* **Task directions**: Search the records for the string "Schlattstrasse" and copy every line in which it appears.

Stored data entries
━━━━━━
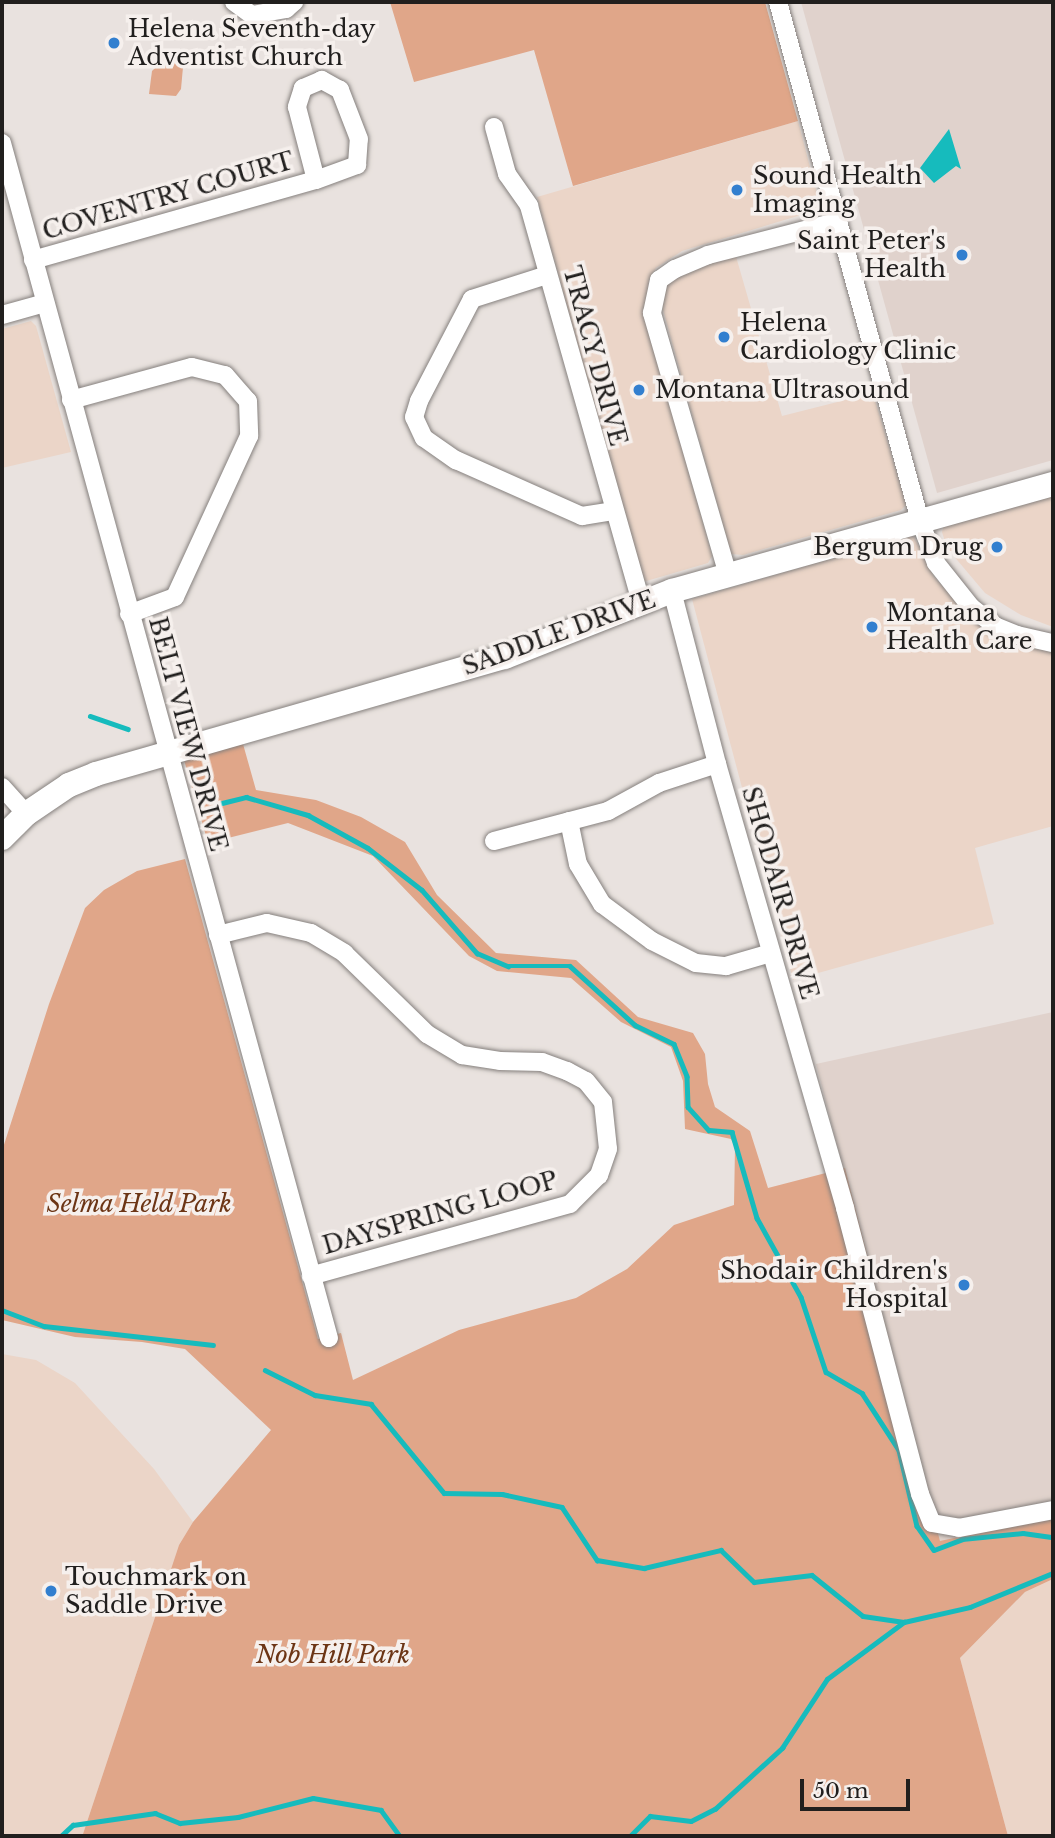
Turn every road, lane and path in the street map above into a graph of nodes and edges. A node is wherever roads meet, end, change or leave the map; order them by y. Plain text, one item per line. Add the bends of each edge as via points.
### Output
1 (234, 2) edge
2 (294, 2) edge
3 (778, 2) edge
4 (494, 127) dead end
5 (2, 143) edge
6 (316, 180) junction
7 (839, 221) junction
8 (33, 260) junction
9 (547, 275) junction
10 (46, 303) junction
11 (2, 315) edge
12 (71, 400) junction
13 (1053, 484) edge
14 (612, 511) junction
15 (920, 521) junction
16 (728, 575) junction
17 (672, 591) junction
18 (641, 601) junction
19 (129, 614) junction
20 (1053, 643) edge
21 (168, 751) junction
22 (718, 764) junction
23 (2, 788) edge
24 (26, 814) junction
25 (569, 821) junction
26 (2, 838) edge
27 (494, 841) dead end
28 (218, 935) junction
29 (771, 953) junction
30 (311, 1276) junction
31 (328, 1338) dead end
32 (1053, 1510) edge

1 - 2 street via 252,15 286,9
3 - 7 street
4 - 9 street, TRACY DRIVE via 507,174 529,206
5 - 8 street, BELT VIEW DRIVE
6 - 6 street, COVENTRY COURT via 357,165 359,139 340,90 322,79 303,88 297,107
6 - 8 street, COVENTRY COURT
7 - 15 street
7 - 16 street via 708,255 659,280 652,313
8 - 10 street, BELT VIEW DRIVE
9 - 14 street, TRACY DRIVE
9 - 14 street via 472,299 414,417 424,438 456,460 582,516
10 - 11 street
10 - 12 street, BELT VIEW DRIVE
12 - 19 street, BELT VIEW DRIVE
12 - 19 street via 192,368 225,375 248,401 249,436 175,597
13 - 15 street, SADDLE DRIVE
14 - 18 street, TRACY DRIVE
15 - 16 street, SADDLE DRIVE
15 - 20 street via 936,563 971,607 995,626
16 - 17 street, SADDLE DRIVE
17 - 18 street, SADDLE DRIVE
17 - 22 street, SHODAIR DRIVE
18 - 21 street, SADDLE DRIVE via 505,657
19 - 21 street, BELT VIEW DRIVE
21 - 24 street, SADDLE DRIVE via 69,785
21 - 28 street, BELT VIEW DRIVE
22 - 25 street via 659,783 608,811
22 - 29 street, SHODAIR DRIVE
23 - 24 street
24 - 26 street, SADDLE DRIVE
25 - 27 street
25 - 29 street via 578,864 602,904 652,942 696,963 726,966
28 - 30 street, BELT VIEW DRIVE
28 - 30 street, DAYSPRING LOOP via 267,923 311,933 344,953 427,1034 462,1055 542,1062 586,1080 603,1102 608,1149 599,1175 570,1204
29 - 32 street, SHODAIR DRIVE via 845,1208 920,1494 932,1523 959,1528
30 - 31 street, BELT VIEW DRIVE

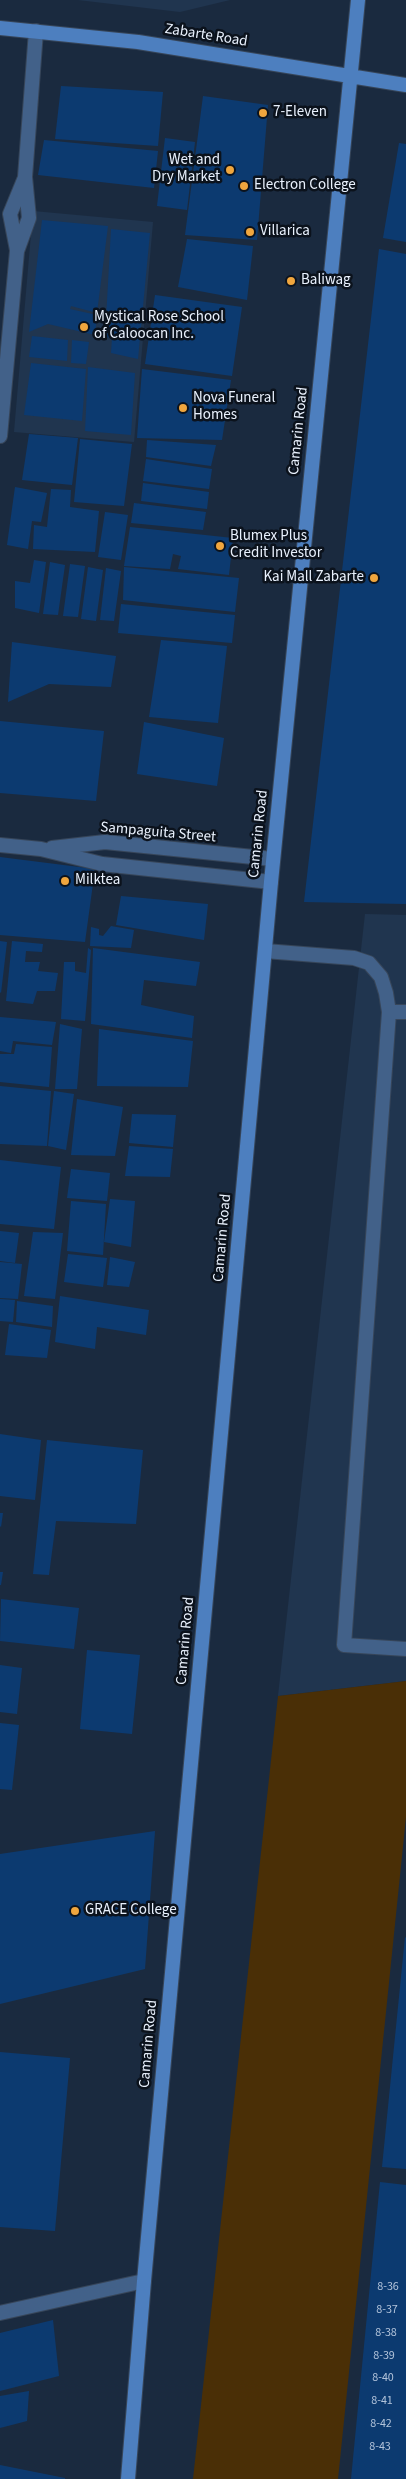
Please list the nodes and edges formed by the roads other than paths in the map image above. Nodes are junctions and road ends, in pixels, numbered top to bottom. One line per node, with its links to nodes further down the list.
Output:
1 (358, 0): 4 (main road, Camarin Road)
2 (0, 28): 3 (main road, Zabarte Road)
3 (36, 31): 4 (main road, Zabarte Road); 6 (street)
4 (350, 76): 5 (main road, Zabarte Road); 10 (main road, Camarin Road)
5 (406, 85)
6 (5, 319): 7 (street)
7 (0, 436)
8 (0, 845): 9 (street, Sampaguita Street)
9 (41, 849): 10 (street, Sampaguita Street); 11 (street, Sampaguita Street)
10 (273, 859): 11 (main road, Camarin Road)
11 (270, 882): 12 (main road, Camarin Road)
12 (266, 951): 13 (street); 16 (main road, Camarin Road)
13 (389, 1012): 14 (street); 15 (street)
14 (406, 1012)
15 (406, 1649)
16 (144, 2281): 17 (street); 18 (main road, Camarin Road)
17 (0, 2313)
18 (128, 2479)

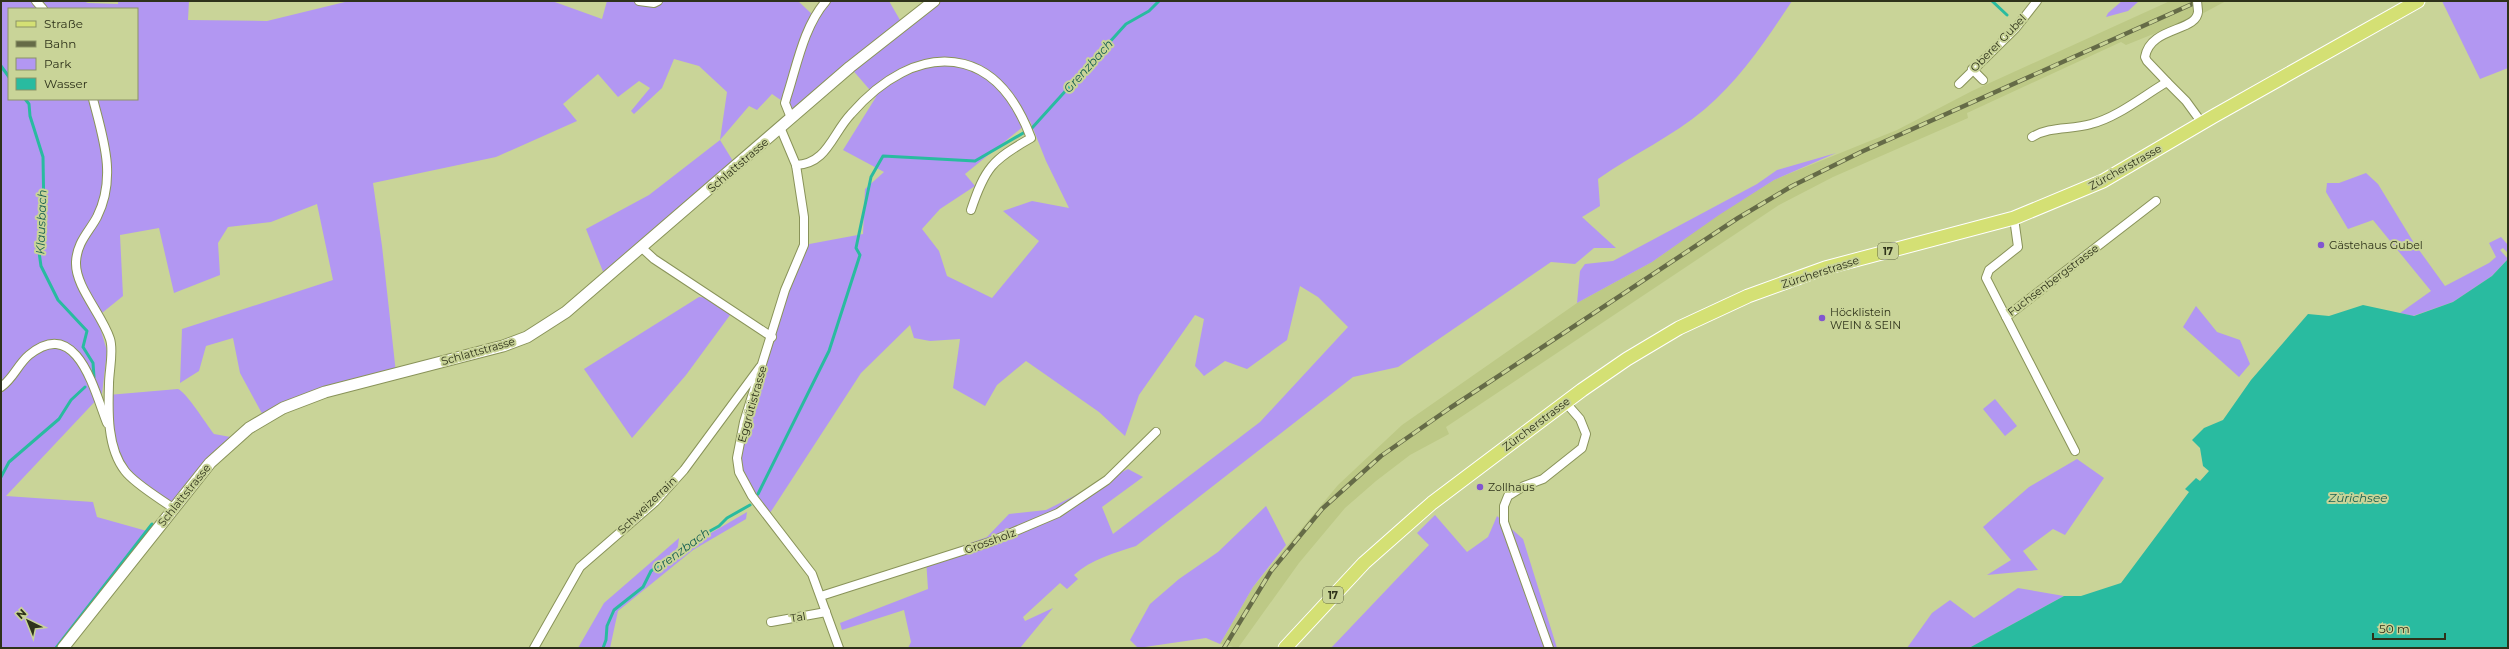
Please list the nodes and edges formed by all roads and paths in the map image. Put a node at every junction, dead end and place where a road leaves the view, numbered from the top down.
1 (639, 1) edge
2 (658, 1) edge
3 (826, 1) edge
4 (934, 1) edge
5 (2037, 1) edge
6 (2197, 1) edge
7 (2418, 1) edge
8 (1972, 69) junction
9 (1983, 80) dead end
10 (2167, 82) junction
11 (1959, 84) dead end
12 (93, 100) edge
13 (791, 118) junction
14 (2202, 123) junction
15 (780, 128) junction
16 (2032, 138) dead end
17 (796, 165) junction
18 (2156, 201) dead end
19 (971, 210) dead end
20 (2014, 218) junction
21 (642, 248) junction
22 (2006, 317) junction
23 (772, 337) junction
24 (764, 362) junction
25 (1, 387) edge
26 (1566, 403) junction
27 (109, 429) junction
28 (1156, 432) dead end
29 (2075, 451) dead end
30 (173, 508) junction
31 (821, 596) junction
32 (826, 612) junction
33 (771, 622) dead end
34 (63, 648) edge
35 (534, 648) edge
36 (839, 648) edge
37 (1285, 648) edge
38 (1549, 648) edge

1 - 2 street
3 - 13 street
4 - 13 street, Schlattstrasse
5 - 8 street, Oberer Gubel
6 - 10 street, bridge
7 - 14 main road, Zürcherstrasse / 17
8 - 9 street
8 - 11 street, Oberer Gubel
10 - 14 street
10 - 16 street
12 - 27 street
13 - 15 street, Schlattstrasse
14 - 20 main road, Zürcherstrasse / 17
15 - 17 street, Eggrütistrasse
15 - 21 street, Schlattstrasse
17 - 19 street
17 - 23 street, Eggrütistrasse
18 - 22 street, Fuchsenbergstrasse
20 - 22 street, Fuchsenbergstrasse
20 - 26 main road, Zürcherstrasse / 17
21 - 23 street
21 - 30 street, Schlattstrasse
22 - 29 street
23 - 24 street, Eggrütistrasse
24 - 31 street, Eggrütistrasse
24 - 35 street, Schweizerrain
25 - 27 street
26 - 37 main road, Zürcherstrasse / 17
26 - 38 street
27 - 30 street
28 - 31 street, Grossholz
30 - 34 street, Schlattstrasse
31 - 32 street, Eggrütistrasse
32 - 33 street, Tal
32 - 36 street, Eggrütistrasse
━━━━━━
* **Answer section**:
4 - 13 street, Schlattstrasse
13 - 15 street, Schlattstrasse
15 - 21 street, Schlattstrasse
21 - 30 street, Schlattstrasse
30 - 34 street, Schlattstrasse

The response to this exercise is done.